ACTIVITY —
Every line of the listing that holds the word "bridge" should be returned.

**** TASK MATERIAL

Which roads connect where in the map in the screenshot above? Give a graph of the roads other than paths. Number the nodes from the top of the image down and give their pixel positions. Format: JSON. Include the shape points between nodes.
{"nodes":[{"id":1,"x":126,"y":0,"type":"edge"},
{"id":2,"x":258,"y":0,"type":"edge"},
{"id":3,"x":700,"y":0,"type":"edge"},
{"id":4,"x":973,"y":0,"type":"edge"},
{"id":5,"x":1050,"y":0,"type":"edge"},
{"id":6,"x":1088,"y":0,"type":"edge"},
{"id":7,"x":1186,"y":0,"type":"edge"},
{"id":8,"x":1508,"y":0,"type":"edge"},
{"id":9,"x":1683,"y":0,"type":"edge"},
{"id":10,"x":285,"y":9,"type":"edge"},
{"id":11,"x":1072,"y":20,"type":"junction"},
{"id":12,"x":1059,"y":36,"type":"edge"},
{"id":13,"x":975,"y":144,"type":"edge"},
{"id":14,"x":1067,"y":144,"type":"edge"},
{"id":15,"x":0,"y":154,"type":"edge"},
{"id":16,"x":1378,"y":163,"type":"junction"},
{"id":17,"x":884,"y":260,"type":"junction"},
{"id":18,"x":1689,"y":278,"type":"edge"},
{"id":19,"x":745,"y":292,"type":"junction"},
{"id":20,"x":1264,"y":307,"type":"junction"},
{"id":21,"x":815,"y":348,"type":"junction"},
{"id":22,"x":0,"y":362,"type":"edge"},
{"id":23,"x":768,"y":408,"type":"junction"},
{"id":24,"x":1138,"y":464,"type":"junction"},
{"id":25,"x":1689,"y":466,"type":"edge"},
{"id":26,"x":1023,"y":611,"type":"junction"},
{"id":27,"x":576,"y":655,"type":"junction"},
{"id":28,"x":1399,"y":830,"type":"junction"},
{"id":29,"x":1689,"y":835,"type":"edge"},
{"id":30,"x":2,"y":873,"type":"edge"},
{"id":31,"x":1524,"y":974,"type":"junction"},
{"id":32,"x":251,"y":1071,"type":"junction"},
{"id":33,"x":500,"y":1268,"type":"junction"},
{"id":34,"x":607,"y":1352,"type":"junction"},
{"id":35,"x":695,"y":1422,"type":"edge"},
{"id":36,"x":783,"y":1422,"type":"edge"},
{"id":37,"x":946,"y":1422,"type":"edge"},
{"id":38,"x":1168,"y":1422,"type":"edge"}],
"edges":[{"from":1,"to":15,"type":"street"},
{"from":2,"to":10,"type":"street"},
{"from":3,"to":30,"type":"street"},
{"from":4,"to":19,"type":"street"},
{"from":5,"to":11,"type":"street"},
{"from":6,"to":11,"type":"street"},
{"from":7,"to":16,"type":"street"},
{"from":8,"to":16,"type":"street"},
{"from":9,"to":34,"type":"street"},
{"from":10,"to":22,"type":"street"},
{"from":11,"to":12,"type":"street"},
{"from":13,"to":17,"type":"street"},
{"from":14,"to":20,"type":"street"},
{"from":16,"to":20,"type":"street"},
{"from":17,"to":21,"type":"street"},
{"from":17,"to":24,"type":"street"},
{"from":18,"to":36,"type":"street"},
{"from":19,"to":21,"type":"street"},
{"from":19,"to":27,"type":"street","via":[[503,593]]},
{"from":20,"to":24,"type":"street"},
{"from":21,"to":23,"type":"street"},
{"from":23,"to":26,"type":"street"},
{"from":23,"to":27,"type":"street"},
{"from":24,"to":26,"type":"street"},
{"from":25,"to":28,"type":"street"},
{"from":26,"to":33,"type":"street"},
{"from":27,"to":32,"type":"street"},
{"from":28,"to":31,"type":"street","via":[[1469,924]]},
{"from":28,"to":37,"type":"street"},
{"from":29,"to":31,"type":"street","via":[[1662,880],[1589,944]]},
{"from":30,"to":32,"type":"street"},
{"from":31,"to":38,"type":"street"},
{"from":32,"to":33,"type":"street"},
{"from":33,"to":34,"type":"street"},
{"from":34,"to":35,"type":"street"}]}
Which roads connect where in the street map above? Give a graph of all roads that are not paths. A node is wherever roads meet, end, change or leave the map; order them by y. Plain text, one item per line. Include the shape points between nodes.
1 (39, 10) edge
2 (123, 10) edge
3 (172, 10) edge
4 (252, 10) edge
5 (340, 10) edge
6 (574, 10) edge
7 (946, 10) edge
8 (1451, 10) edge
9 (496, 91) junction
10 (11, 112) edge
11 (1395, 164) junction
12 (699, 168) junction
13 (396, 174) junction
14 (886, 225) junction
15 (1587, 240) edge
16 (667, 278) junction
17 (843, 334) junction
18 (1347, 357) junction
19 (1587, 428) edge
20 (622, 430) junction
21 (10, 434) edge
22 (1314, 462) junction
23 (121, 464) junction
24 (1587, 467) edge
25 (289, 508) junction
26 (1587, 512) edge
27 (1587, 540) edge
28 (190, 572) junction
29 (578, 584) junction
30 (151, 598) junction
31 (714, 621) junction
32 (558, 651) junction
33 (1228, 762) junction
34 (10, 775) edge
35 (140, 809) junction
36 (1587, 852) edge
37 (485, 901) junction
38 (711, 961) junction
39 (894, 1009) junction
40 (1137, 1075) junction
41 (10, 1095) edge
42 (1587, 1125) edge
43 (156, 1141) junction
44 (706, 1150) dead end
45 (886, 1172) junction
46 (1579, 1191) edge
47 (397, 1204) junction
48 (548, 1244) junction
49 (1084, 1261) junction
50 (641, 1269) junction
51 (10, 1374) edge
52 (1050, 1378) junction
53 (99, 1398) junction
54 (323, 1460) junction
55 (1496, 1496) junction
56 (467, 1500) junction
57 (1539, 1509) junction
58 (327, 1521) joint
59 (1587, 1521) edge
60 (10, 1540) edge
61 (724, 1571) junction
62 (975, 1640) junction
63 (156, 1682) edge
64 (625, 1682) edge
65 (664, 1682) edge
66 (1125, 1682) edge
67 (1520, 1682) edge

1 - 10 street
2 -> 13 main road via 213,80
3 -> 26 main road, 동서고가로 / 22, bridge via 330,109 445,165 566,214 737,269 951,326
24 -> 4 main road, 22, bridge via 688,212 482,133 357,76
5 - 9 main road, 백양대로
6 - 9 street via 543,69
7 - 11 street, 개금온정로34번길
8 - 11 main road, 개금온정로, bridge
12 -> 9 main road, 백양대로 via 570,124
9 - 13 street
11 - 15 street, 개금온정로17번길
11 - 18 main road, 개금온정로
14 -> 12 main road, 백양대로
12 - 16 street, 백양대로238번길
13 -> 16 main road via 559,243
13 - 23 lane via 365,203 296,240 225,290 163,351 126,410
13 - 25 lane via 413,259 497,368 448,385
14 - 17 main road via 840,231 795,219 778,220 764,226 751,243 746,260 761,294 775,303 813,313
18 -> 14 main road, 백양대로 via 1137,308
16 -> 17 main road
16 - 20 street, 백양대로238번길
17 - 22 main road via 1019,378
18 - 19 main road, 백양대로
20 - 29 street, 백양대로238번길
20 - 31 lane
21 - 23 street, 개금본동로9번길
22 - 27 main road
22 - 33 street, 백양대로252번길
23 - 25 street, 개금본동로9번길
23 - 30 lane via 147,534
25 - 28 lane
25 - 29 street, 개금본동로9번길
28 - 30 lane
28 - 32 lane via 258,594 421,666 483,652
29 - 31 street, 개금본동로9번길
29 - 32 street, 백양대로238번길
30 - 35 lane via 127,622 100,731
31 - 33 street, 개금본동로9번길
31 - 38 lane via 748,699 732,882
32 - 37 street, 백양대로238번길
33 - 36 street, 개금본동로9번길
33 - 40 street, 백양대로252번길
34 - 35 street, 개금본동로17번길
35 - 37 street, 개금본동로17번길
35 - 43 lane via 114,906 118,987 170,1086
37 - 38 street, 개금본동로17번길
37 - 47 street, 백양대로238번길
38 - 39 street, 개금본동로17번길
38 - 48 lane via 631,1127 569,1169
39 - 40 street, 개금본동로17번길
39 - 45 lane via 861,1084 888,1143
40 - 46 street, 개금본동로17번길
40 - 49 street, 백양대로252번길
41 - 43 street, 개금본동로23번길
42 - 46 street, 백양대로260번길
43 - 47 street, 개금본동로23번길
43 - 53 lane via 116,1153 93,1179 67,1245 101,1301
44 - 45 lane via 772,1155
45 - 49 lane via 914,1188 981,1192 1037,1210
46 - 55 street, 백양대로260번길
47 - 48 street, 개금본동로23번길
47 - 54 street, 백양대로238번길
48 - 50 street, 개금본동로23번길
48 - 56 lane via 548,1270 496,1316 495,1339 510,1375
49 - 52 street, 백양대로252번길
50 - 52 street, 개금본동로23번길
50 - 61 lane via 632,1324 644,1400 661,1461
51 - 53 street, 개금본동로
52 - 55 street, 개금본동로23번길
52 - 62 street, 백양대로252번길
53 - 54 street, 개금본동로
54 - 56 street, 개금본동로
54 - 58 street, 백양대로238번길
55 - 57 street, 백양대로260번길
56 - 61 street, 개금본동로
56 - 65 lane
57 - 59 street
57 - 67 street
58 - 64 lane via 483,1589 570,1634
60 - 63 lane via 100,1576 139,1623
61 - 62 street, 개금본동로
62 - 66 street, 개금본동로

********

RESULT —
3 -> 26 main road, 동서고가로 / 22, bridge via 330,109 445,165 566,214 737,269 951,326
24 -> 4 main road, 22, bridge via 688,212 482,133 357,76
8 - 11 main road, 개금온정로, bridge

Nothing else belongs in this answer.